Páginas de Cultura de Paz y No Violencia

1104. "Son necesarias investigaciones rigurosas para resolver los casos y recuperar la credibilidad del sistema de justicia": Human Rights Watch

Demoras y encubrimiento en la reacción oficial a atrocidades 
"Estas son las peores atrocidades que hemos visto en México en años, pero no se trata de incidentes aislados. Por el contrario, estos homicidios y desapariciones forzadas reflejan un patrón más amplio de abusos y son en buena medida consecuencia del persistente fracaso de las autoridades mexicanas para abordar este problema".
-José Miguel Vivanco, director ejecutivo de HRW para las Américas
El gobierno mexicano llevó a cabo investigaciones tardías sobre las desapariciones forzadas de 43 estudiantes en Iguala, estado de Guerrero, y el asesinato de 22 personas en Tlatlaya, estado de México, señaló Human Rights Watch. En el caso de Tlatlaya, ministerios públicos estatales procuraron encubrir la actuación de militares obteniendo testimonios coaccionados de las testigos de los hechos.
El gobierno mexicano debería llevar a cabo investigaciones exhaustivas de ambos episodios, sostuvo Human Rights Watch. Los funcionarios públicos que no dieron una respuesta inmediata a estos incidentes o intentaron encubrirlos deben rendir cuentas por sus actos.

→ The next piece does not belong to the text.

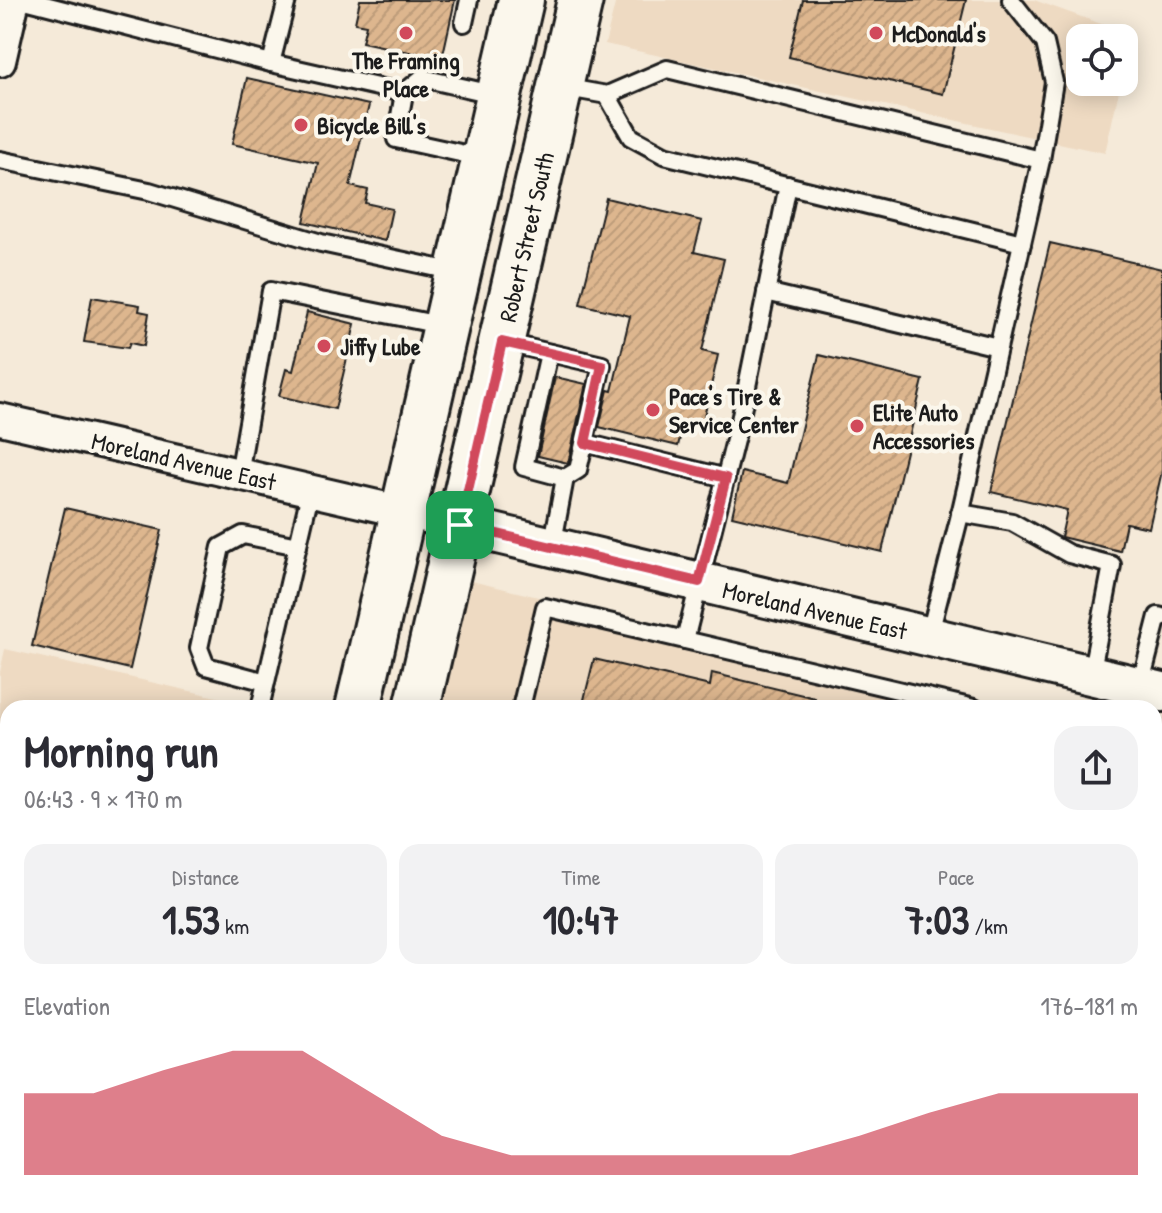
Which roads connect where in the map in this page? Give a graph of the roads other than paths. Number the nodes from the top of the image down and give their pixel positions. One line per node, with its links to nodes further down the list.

“Estas son las peores atrocidades que hemos visto en México en años, pero no se trata de incidentes aislados”, dijo José Miguel Vivanco, director ejecutivo para las Américas de Human Rights Watch. “Por el contrario, estos homicidios y desapariciones forzadas reflejan un patrón más amplio de abusos y son en buena medida consecuencia del persistente fracaso de las autoridades mexicanas para abordar este problema”.
Human Rights Watch visitó Guerrero y México, D.F. a partir del 3 de noviembre de 2014 para reunirse con los padres de los estudiantes desaparecidos, testigos de los dos incidentes, y altos funcionarios públicos en México, D.F., incluido el Procurador General de la República Jesús Murillo Karam.

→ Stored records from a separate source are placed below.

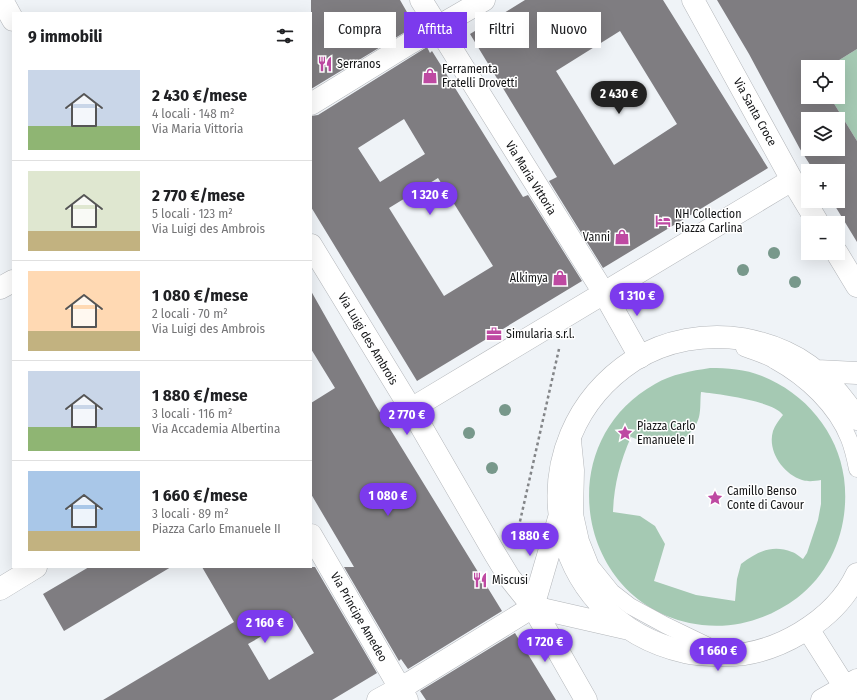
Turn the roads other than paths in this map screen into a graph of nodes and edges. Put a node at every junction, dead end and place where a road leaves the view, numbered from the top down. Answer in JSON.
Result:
{"nodes":[{"id":1,"x":2,"y":0,"type":"edge"},
{"id":2,"x":420,"y":0,"type":"edge"},
{"id":3,"x":484,"y":0,"type":"edge"},
{"id":4,"x":693,"y":0,"type":"edge"},
{"id":5,"x":427,"y":12,"type":"edge"},
{"id":6,"x":464,"y":12,"type":"edge"},
{"id":7,"x":12,"y":18,"type":"edge"},
{"id":8,"x":404,"y":46,"type":"edge"},
{"id":9,"x":450,"y":48,"type":"edge"},
{"id":10,"x":312,"y":103,"type":"edge"},
{"id":11,"x":792,"y":180,"type":"junction"},
{"id":12,"x":814,"y":216,"type":"edge"},
{"id":13,"x":312,"y":247,"type":"edge"},
{"id":14,"x":841,"y":260,"type":"edge"},
{"id":15,"x":12,"y":282,"type":"edge"},
{"id":16,"x":857,"y":286,"type":"edge"},
{"id":17,"x":0,"y":288,"type":"edge"},
{"id":18,"x":604,"y":293,"type":"junction"},
{"id":19,"x":709,"y":337,"type":"junction"},
{"id":20,"x":640,"y":357,"type":"junction"},
{"id":21,"x":817,"y":371,"type":"junction"},
{"id":22,"x":857,"y":373,"type":"edge"},
{"id":23,"x":411,"y":409,"type":"junction"},
{"id":24,"x":857,"y":419,"type":"edge"},
{"id":25,"x":572,"y":429,"type":"junction"},
{"id":26,"x":857,"y":469,"type":"edge"},
{"id":27,"x":559,"y":517,"type":"junction"},
{"id":28,"x":312,"y":537,"type":"edge"},
{"id":29,"x":34,"y":568,"type":"edge"},
{"id":30,"x":857,"y":574,"type":"edge"},
{"id":31,"x":0,"y":590,"type":"edge"},
{"id":32,"x":533,"y":607,"type":"junction"},
{"id":33,"x":629,"y":629,"type":"junction"},
{"id":34,"x":808,"y":629,"type":"junction"},
{"id":35,"x":730,"y":656,"type":"junction"},
{"id":36,"x":852,"y":689,"type":"edge"},
{"id":37,"x":403,"y":694,"type":"edge"},
{"id":38,"x":378,"y":700,"type":"edge"},
{"id":39,"x":586,"y":700,"type":"edge"},
{"id":40,"x":822,"y":700,"type":"edge"}],
"edges":[{"from":1,"to":7,"type":"street"},
{"from":2,"to":5,"type":"street","name":"Via Maria Vittoria"},
{"from":3,"to":6,"type":"street"},
{"from":4,"to":11,"type":"street","name":"Via Santa Croce"},
{"from":8,"to":10,"type":"street"},
{"from":9,"to":18,"type":"street","name":"Via Maria Vittoria"},
{"from":11,"to":12,"type":"street","name":"Via Santa Croce"},
{"from":11,"to":18,"type":"street"},
{"from":13,"to":23,"type":"street","name":"Via Luigi des Ambrois"},
{"from":14,"to":16,"type":"street"},
{"from":15,"to":17,"type":"street"},
{"from":18,"to":20,"type":"street","name":"Via Maria Vittoria"},
{"from":18,"to":23,"type":"street"},
{"from":19,"to":20,"type":"street"},
{"from":19,"to":21,"type":"street"},
{"from":19,"to":26,"type":"lane"},
{"from":20,"to":25,"type":"street"},
{"from":21,"to":22,"type":"street"},
{"from":21,"to":24,"type":"street"},
{"from":23,"to":32,"type":"street","name":"Via Luigi des Ambrois"},
{"from":25,"to":27,"type":"street"},
{"from":25,"to":35,"type":"lane"},
{"from":27,"to":32,"type":"street"},
{"from":27,"to":33,"type":"street"},
{"from":28,"to":37,"type":"street","name":"Via Principe Amedeo"},
{"from":29,"to":31,"type":"street"},
{"from":30,"to":34,"type":"street"},
{"from":32,"to":33,"type":"street"},
{"from":32,"to":37,"type":"street"},
{"from":32,"to":39,"type":"street","name":"Via Luigi des Ambrois"},
{"from":33,"to":35,"type":"street"},
{"from":34,"to":35,"type":"street"},
{"from":34,"to":36,"type":"street"},
{"from":36,"to":40,"type":"street"},
{"from":37,"to":38,"type":"street"}]}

Murillo Karam y otros miembros de la PGR expresaron su compromiso para encontrar a los estudiantes de Guerrero y para asegurar que los responsables rindan cuentas por sus actos. No obstante, la respuesta inicial de la Procuraduría General de la República (PGR) a estos casos ha estado marcada por demoras significativas. En el caso de Iguala, la oficina inició la investigación recién 10 días después de que los estudiantes desaparecieran. En el caso de Tlatlaya, la PGR tardó tres meses en intervenir.